[PATCH 1/2] arm64: atomics: fix use of acquire + release for full barrier semantics

public inbox for linux-arm-kernel@lists.infradead.org 
 help / color / mirror / Atom feed

From: catalin.marinas@arm•com (Catalin Marinas)
To: linux-arm-kernel@lists•infradead.org
Subject: [PATCH 1/2] arm64: atomics: fix use of acquire + release for full barrier semantics
Date: Wed, 19 Feb 2014 17:05:15 +0000	[thread overview]
Message-ID: <20140219170515.GE22252@arm.com> (raw)
In-Reply-To: <1391516953-14541-1-git-send-email-will.deacon@arm.com>

On Tue, Feb 04, 2014 at 12:29:12PM +0000, Will Deacon wrote:
> Linux requires a number of atomic operations to provide full barrier
> semantics, that is no memory accesses after the operation can be
> observed before any accesses up to and including the operation in
> program order.
> 
> On arm64, these operations have been incorrectly implemented as follows:
> 
> 	// A, B, C are independent memory locations
> 
> 	<Access [A]>
> 
> 	// atomic_op (B)
> 1:	ldaxr	x0, [B]		// Exclusive load with acquire
> 	<op(B)>
> 	stlxr	w1, x0, [B]	// Exclusive store with release
> 	cbnz	w1, 1b
> 
> 	<Access [C]>
> 
> The assumption here being that two half barriers are equivalent to a
> full barrier, so the only permitted ordering would be A -> B -> C
> (where B is the atomic operation involving both a load and a store).
> 
> Unfortunately, this is not the case by the letter of the architecture
> and, in fact, the accesses to A and C are permitted to pass their
> nearest half barrier resulting in orderings such as Bl -> A -> C -> Bs
> or Bl -> C -> A -> Bs (where Bl is the load-acquire on B and Bs is the
> store-release on B).
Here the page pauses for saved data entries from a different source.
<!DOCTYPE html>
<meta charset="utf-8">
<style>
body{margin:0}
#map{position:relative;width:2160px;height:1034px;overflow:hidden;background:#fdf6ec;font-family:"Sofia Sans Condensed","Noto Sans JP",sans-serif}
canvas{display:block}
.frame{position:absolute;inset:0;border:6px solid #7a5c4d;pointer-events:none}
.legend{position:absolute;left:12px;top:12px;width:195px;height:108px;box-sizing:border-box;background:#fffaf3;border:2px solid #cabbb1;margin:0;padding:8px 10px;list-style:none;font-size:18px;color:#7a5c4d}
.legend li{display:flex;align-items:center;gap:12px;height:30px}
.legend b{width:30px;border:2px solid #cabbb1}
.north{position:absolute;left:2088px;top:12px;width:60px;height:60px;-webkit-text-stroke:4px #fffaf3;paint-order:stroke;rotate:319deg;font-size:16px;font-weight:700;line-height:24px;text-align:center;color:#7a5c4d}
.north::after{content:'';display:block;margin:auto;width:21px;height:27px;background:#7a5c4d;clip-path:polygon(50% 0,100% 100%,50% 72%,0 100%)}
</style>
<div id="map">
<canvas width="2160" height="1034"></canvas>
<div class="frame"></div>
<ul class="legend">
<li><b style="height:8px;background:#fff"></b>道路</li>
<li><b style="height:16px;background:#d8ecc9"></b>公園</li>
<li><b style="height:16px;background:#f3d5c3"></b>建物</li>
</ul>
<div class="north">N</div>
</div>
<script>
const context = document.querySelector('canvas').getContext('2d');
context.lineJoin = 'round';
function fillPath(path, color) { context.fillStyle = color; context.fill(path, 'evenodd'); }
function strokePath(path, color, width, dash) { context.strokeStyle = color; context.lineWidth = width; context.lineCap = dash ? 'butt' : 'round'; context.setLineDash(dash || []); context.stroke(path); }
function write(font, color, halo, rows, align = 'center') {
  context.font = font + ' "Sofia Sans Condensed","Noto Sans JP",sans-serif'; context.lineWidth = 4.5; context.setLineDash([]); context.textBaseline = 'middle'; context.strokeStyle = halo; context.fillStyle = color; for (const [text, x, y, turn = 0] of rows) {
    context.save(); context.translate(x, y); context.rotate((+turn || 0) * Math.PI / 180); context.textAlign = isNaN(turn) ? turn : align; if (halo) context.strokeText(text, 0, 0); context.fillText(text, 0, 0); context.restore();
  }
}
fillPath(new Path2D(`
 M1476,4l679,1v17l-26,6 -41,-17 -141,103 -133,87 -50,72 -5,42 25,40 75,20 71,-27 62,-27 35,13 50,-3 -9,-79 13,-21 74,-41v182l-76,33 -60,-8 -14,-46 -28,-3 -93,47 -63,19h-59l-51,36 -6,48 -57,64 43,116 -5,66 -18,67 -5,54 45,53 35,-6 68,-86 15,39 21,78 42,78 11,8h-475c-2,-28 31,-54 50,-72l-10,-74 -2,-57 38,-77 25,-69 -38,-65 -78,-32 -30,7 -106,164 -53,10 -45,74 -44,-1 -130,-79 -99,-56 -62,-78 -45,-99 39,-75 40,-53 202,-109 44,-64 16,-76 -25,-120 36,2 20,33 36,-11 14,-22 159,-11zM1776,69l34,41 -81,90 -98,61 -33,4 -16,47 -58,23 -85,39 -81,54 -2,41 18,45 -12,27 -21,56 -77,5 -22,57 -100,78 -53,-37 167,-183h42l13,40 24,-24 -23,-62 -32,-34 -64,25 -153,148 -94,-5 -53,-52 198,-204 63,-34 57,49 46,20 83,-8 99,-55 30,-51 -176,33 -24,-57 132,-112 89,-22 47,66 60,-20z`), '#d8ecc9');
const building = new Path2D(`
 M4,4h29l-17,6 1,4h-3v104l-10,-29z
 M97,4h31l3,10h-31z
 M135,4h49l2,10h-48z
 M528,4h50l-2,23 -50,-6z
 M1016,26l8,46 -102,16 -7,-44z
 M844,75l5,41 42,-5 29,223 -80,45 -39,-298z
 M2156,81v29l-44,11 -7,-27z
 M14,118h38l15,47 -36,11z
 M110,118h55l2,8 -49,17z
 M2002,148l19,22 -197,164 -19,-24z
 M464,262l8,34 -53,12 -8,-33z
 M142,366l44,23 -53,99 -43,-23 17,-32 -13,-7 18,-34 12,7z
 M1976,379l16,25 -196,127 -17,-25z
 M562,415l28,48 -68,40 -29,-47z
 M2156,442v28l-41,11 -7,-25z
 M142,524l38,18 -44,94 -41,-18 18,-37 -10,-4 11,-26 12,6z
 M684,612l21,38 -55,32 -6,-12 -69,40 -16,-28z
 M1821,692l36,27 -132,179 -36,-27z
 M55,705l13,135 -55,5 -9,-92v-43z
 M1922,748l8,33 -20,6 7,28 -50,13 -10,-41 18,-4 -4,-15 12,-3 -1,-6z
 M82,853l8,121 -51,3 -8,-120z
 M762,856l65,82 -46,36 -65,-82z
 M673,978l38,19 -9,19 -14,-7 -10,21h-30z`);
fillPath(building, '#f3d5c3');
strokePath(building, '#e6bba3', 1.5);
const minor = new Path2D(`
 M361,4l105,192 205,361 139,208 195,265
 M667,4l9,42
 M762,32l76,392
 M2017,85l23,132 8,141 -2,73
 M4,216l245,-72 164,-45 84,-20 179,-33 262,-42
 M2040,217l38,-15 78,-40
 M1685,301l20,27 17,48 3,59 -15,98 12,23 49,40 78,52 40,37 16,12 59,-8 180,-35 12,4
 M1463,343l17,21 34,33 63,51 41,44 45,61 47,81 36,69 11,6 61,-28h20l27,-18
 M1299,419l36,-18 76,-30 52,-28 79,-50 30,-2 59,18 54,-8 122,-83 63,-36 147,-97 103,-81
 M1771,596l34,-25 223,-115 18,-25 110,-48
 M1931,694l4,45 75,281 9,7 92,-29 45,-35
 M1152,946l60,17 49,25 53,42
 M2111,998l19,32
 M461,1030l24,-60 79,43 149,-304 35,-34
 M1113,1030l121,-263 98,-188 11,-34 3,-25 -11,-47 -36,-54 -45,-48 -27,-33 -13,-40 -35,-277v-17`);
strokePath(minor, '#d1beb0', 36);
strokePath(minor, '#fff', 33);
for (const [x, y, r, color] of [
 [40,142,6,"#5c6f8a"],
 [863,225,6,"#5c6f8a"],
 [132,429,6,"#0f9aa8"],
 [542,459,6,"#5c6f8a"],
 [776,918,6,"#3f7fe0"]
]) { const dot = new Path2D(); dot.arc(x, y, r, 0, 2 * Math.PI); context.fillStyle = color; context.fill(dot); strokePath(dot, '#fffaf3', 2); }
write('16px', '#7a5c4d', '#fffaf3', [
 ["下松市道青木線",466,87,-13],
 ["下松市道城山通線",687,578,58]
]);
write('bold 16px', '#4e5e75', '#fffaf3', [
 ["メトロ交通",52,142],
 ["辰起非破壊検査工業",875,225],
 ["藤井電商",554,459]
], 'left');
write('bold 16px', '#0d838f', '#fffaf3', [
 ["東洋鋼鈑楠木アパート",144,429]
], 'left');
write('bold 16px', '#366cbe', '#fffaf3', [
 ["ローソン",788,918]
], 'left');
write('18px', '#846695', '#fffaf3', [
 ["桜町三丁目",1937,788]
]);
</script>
This is a clear violation of the full barrier
> requirement.
> 
> The simple way to fix this is to implement the same algorithm as ARMv7
> using explicit barriers:
> 
> 	<Access [A]>
> 
> 	// atomic_op (B)
> 	dmb	ish		// Full barrier
> 1:	ldxr	x0, [B]		// Exclusive load
> 	<op(B)>
> 	stxr	w1, x0, [B]	// Exclusive store
> 	cbnz	w1, 1b
> 	dmb	ish		// Full barrier
> 
> 	<Access [C]>
> 
> but this has the undesirable effect of introducing *two* full barrier
> instructions. A better approach is actually the following, non-intuitive
> sequence:
> 
> 	<Access [A]>
> 
> 	// atomic_op (B)
> 1:	ldxr	x0, [B]		// Exclusive load
> 	<op(B)>
> 	stlxr	w1, x0, [B]	// Exclusive store with release
> 	cbnz	w1, 1b
> 	dmb	ish		// Full barrier
> 
> 	<Access [C]>
> 
> The simple observations here are:
> 
>   - The dmb ensures that no subsequent accesses (e.g. the access to C)
>     can enter or pass the atomic sequence.
> 
>   - The dmb also ensures that no prior accesses (e.g. the access to A)
>     can pass the atomic sequence.
> 
>   - Therefore, no prior access can pass a subsequent access, or
>     vice-versa (i.e. A is strictly ordered before C).
> 
>   - The stlxr ensures that no prior access can pass the store component
>     of the atomic operation.
> 
> The only tricky part remaining is the ordering between the ldxr and the
> access to A, since the absence of the first dmb means that we're now
> permitting re-ordering between the ldxr and any prior accesses.
> 
> From an (arbitrary) observer's point of view, there are two scenarios:
> 
>   1. We have observed the ldxr. This means that if we perform a store to
>      [B], the ldxr will still return older data. If we can observe the
>      ldxr, then we can potentially observe the permitted re-ordering
>      with the access to A, which is clearly an issue when compared to
>      the dmb variant of the code. Thankfully, the exclusive monitor will
>      save us here since it will be cleared as a result of the store and
>      the ldxr will retry. Notice that any use of a later memory
>      observation to imply observation of the ldxr will also imply
>      observation of the access to A, since the stlxr/dmb ensure strict
>      ordering.
> 
>   2. We have not observed the ldxr. This means we can perform a store
>      and influence the later ldxr. However, that doesn't actually tell
>      us anything about the access to [A], so we've not lost anything
>      here either when compared to the dmb variant.
> 
> This patch implements this solution for our barriered atomic operations,
> ensuring that we satisfy the full barrier requirements where they are
> needed.
> 
> Cc: <stable@vger•kernel.org>
> Cc: Catalin Marinas <catalin.marinas@arm•com>
> Cc: Peter Zijlstra <peterz@infradead•org>
> Signed-off-by: Will Deacon <will.deacon@arm•com>

Reviewed-by: Catalin Marinas <catalin.marinas@arm•com>

     prev parent reply	other threads:[~2014-02-19 17:05 UTC|newest]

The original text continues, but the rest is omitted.